Compliance Center: FFIEC Issues Interbank Messaging and Wholesale Payment Network Advisory Statement

The Federal Financial Institutions Examination Council (FFIEC) recently released a statement advising financial institutions that actively manage the risks associated with interbank messaging and wholesale payment networks. In the statement, the FFIEC stressed that financial institutions should review risk-management practices and controls related to information technology systems and wholesale payment networks, including risk assessment, authentication, authorization and access controls; monitoring and mitigation; fraud detection; and incident response.
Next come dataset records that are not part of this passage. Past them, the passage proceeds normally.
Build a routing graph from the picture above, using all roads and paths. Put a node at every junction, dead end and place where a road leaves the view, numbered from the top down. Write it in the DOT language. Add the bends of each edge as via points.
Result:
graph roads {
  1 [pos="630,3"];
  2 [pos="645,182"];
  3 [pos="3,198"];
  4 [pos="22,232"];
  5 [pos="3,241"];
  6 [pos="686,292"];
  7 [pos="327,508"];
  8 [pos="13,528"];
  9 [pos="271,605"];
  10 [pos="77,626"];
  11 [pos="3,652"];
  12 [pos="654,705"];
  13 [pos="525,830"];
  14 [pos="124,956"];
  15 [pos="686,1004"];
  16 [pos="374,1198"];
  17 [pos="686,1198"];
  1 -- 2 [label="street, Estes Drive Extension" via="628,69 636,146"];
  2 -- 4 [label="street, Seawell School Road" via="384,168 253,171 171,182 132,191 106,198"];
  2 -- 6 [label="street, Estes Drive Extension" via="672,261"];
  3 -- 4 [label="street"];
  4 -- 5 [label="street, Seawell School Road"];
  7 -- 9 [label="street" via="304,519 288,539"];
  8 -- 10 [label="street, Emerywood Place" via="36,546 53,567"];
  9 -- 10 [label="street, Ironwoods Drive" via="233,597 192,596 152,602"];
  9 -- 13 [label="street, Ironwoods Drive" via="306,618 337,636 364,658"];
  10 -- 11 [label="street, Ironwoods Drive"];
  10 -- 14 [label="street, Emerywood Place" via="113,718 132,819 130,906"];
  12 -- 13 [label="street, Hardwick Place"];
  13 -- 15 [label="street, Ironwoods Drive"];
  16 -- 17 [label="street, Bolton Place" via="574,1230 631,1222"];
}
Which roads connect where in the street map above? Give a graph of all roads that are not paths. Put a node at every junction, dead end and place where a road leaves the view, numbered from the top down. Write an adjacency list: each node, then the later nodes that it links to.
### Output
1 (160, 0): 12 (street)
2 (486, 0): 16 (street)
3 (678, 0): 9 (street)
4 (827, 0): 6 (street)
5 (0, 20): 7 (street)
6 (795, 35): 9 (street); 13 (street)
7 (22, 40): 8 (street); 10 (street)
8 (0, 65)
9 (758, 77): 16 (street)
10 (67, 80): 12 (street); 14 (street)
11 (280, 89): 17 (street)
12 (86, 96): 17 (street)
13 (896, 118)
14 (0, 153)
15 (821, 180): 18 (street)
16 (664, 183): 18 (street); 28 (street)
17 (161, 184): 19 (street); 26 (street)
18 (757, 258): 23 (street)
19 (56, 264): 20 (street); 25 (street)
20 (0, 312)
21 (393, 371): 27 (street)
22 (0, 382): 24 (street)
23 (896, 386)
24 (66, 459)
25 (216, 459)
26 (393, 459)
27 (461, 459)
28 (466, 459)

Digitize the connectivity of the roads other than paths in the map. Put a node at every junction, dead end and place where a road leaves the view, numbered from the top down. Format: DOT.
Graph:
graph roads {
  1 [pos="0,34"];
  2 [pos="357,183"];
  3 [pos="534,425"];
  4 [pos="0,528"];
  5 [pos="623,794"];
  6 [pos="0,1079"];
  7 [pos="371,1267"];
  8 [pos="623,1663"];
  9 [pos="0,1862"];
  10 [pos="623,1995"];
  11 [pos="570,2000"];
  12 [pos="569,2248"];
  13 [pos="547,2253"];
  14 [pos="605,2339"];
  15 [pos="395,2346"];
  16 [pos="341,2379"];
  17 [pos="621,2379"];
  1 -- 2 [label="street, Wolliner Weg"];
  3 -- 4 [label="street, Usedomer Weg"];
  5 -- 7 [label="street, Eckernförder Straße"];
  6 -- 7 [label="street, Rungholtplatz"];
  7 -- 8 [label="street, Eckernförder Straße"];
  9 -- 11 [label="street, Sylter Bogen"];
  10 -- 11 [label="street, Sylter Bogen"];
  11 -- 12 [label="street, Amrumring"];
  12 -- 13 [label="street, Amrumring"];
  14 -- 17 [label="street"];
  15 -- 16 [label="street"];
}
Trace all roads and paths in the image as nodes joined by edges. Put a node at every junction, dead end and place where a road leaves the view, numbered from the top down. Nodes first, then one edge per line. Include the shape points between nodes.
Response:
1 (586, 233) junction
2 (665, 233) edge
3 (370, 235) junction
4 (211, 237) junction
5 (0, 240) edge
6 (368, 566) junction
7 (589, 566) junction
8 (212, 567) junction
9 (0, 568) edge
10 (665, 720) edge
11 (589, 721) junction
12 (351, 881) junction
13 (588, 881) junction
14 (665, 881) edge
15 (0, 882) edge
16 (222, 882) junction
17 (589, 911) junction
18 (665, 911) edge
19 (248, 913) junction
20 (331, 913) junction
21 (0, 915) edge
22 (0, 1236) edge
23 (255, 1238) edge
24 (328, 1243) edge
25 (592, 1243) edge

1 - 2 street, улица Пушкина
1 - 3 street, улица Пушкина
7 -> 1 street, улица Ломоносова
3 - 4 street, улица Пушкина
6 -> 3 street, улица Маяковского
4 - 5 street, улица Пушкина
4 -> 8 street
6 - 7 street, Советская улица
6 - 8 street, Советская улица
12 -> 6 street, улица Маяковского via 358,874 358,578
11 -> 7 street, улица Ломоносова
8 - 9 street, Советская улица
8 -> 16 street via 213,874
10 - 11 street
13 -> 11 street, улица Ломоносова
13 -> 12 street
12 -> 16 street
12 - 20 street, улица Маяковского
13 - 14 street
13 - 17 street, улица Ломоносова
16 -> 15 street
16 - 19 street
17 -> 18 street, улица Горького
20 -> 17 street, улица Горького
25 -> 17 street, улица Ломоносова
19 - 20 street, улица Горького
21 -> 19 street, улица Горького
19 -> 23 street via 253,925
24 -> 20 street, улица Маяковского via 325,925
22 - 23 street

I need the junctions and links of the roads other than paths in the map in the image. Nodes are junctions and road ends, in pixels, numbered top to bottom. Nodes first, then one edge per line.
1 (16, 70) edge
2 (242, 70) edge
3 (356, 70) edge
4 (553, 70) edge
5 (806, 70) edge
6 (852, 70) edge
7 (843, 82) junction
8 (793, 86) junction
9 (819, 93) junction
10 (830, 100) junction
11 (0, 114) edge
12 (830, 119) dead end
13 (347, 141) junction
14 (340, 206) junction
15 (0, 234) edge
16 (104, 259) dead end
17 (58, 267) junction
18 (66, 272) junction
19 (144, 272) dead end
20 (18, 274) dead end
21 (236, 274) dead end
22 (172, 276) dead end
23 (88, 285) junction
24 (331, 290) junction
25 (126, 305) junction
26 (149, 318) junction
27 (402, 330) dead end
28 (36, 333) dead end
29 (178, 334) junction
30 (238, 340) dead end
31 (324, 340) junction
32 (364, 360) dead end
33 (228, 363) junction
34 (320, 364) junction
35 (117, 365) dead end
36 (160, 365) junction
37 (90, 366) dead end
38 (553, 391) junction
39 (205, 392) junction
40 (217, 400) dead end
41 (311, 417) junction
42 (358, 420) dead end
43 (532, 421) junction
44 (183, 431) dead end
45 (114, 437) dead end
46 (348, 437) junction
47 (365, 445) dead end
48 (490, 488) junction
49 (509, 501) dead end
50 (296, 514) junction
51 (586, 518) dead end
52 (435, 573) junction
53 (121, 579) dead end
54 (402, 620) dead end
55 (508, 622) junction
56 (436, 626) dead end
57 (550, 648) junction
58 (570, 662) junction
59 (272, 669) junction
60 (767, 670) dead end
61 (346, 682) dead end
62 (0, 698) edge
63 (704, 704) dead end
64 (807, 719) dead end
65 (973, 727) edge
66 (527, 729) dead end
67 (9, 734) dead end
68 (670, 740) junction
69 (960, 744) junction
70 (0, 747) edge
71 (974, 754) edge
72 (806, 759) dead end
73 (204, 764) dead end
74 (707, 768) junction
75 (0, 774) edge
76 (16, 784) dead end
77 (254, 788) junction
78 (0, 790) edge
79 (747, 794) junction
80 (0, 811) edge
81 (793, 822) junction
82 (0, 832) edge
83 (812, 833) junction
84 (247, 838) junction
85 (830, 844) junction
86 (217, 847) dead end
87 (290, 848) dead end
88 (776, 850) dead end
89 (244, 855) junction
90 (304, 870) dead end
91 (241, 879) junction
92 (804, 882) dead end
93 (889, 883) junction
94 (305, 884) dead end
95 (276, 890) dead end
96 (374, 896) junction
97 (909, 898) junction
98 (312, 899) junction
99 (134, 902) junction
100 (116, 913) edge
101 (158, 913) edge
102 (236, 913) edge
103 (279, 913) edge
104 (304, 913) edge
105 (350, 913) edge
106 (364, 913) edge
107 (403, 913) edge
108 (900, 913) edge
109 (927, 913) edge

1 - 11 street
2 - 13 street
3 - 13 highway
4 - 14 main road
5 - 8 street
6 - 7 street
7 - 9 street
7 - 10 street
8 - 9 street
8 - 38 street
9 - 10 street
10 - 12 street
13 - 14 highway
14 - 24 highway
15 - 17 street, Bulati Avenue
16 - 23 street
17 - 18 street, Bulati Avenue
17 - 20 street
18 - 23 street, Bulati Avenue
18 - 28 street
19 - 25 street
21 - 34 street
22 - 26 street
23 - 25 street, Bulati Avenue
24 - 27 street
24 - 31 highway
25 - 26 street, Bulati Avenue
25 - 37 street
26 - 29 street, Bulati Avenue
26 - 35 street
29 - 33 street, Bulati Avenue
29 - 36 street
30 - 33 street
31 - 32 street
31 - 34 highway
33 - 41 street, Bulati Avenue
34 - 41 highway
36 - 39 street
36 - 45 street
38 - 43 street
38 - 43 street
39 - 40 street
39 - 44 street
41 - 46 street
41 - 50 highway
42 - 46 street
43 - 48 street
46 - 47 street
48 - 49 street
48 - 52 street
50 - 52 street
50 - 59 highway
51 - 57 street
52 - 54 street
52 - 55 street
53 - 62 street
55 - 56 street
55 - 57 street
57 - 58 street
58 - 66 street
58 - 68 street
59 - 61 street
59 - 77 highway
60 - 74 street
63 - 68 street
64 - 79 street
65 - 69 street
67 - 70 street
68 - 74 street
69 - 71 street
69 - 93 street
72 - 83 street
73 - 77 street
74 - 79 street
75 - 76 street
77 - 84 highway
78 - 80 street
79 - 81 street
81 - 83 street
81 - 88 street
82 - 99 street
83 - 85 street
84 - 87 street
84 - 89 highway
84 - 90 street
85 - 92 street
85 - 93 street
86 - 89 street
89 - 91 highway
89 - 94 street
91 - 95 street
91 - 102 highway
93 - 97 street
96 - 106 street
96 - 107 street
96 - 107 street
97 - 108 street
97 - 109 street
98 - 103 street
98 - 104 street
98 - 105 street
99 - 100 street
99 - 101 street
In accordance with the FFIEC’s guidance, credit unions should consider the following steps:

Conduct ongoing information security risk assessments

Maintain an ongoing information security risk assessment program that considers new and evolving threat intelligence related to online accounts and adjust customer authentication, layered security, and other controls in response to identified risks. Identify, prioritize, and assess the risk to critical systems, including threats to applications that control various system parameters and other security and fraud prevention measures. In addition, ensure that third-party service providers:

    • Perform effective risk management and implement appropriate controls;
    • Properly maintain and conduct regular testing of their security controls simulating potential risk scenarios;
    • Are contractually obligated to provide security incident reports when issues arise that may affect the institution.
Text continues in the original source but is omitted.